D’ailleurs, la situation sur le marché de la construction serait beaucoup plus favorable qu’à l’époque de la pandémie, a insisté le ministre, la compétition étant plus forte. En effet, neuf soumissionnaires auraient déposé leur candidature pour le chantier du stationnement, a indiqué M. Dubé.

Précédemment, la modernisation de HMR a été estimée à environ cinq milliards.

Le ministre a affirmé avoir pleinement confiance en la capacité du président-directeur général du CIUSSS, Jean-François Fortin-Verreault, ainsi qu’en celle de la présidente-directrice générale de Santé Québec, Geneviève Biron, de mener le projet à terme. M. Fortin-Verreault a, en outre, été à la tête du projet de construction du CHUM, sur le site de l’ancien hôpital Saint-Luc, au centre-ville de Montréal, un chantier qui comporte des similarités avec celui de HMR.

À terme, l’agrandissement de HMR prévoit d’augmenter de moitié la capacité d’accueil avec 720 lits en chambres individuelles. L’hôpital compte actuellement 450 lits en chambres doubles.

Impossible de reculer

Plusieurs représentants de l’est étaient présents lors de la mêlée de presse, dont le président-directeur général de la Chambre de commerce de l’Est de Montréal, Jean-Denis Charest.

« C’est une bonne nouvelle, c’est une première étape, mais à mon avis désormais le projet est irréversible », a résumé M. Charest. Ce dernier dit vouloir être vigilant pour la suite et s’attend à ce que le gouvernement profite de l’avancement du projet pour impliquer le milieu des affaires dans le développement d’un pôle santé autour de l’agrandissement de HMR. « Il faut commencer à penser à comment il sera possible de maximiser les retombées d’un tel investissement dans l’est de Montréal », a-t-il insisté. Dans ce contexte, la Chambre de commerce organisera en novembre prochain un sommet consacré à la santé.

Pour sa part, le député solidaire de Rosemont, Vincent Marissal, s’est réjoui de voir que les « pépines sont finalement là ». « Ça va être difficile d’enlever ça du paysage et de reculer. On comprend qu’on commence avec ça et qu’on doit faire le stationnement », a-t-il affirmé.

Même s’il convient « qu’on ne fait pas un hôpital avec un stationnement », celui-ci est heureux de voir « qu’on lance la roue ». Toutefois, l’élu demande au gouvernement de ne pas prendre de pause entre le moment où l’on achèvera le stationnement et celui où sera amorcé le véritable chantier de l’hôpital.

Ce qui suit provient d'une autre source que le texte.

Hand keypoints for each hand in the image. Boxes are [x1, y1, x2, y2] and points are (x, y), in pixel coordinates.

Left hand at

Au printemps dernier, on apprenait que l’agrandissement de HMR avait été retiré du Plan québécois des infrastructures, liste budgétaire des projets à venir du gouvernement. Cette décision avait soulevé un tollé dans l’est, où HMR dessert 27 % de la population de Montréal avec seulement 17 % des lits disponibles dans la métropole.

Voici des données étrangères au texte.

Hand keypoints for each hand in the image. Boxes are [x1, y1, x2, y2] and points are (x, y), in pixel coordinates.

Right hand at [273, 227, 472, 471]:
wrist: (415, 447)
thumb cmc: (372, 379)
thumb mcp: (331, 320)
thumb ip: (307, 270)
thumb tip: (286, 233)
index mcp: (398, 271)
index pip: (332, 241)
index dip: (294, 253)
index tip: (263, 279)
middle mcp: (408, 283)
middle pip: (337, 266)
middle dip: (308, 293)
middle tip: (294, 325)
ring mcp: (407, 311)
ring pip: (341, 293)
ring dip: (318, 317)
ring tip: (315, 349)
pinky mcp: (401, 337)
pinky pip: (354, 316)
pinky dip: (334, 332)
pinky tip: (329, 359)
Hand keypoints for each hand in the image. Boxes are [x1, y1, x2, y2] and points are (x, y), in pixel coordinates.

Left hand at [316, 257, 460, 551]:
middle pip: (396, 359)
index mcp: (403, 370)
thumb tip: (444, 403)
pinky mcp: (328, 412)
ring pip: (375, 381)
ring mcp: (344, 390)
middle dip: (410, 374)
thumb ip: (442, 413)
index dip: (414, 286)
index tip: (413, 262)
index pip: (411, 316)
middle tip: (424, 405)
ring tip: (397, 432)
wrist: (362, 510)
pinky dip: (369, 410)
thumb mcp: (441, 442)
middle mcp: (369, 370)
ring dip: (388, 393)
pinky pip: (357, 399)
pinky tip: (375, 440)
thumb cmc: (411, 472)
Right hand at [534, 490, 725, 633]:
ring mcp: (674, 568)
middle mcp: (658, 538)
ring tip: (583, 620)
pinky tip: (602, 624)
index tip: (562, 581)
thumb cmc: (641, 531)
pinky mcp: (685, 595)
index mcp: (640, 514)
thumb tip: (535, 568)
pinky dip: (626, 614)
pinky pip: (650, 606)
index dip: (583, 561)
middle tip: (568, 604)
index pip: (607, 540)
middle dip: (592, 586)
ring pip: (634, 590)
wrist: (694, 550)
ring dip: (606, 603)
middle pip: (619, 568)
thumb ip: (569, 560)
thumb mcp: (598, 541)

De plus, le député de Rosemont a demandé « d’assurer la sécurité du personnel et des patients » en mettant en place des plans de contingence dans l’éventualité d’un bris de service en raison de la vétusté de l’actuel hôpital. Plusieurs reportages réalisés cette année ont rapporté que certaines ailes de HMR avaient manqué d’électricité lors de forts orages et que certains ascenseurs étaient en panne. La présence d’écureuils dans l’édifice avait aussi été rapportée.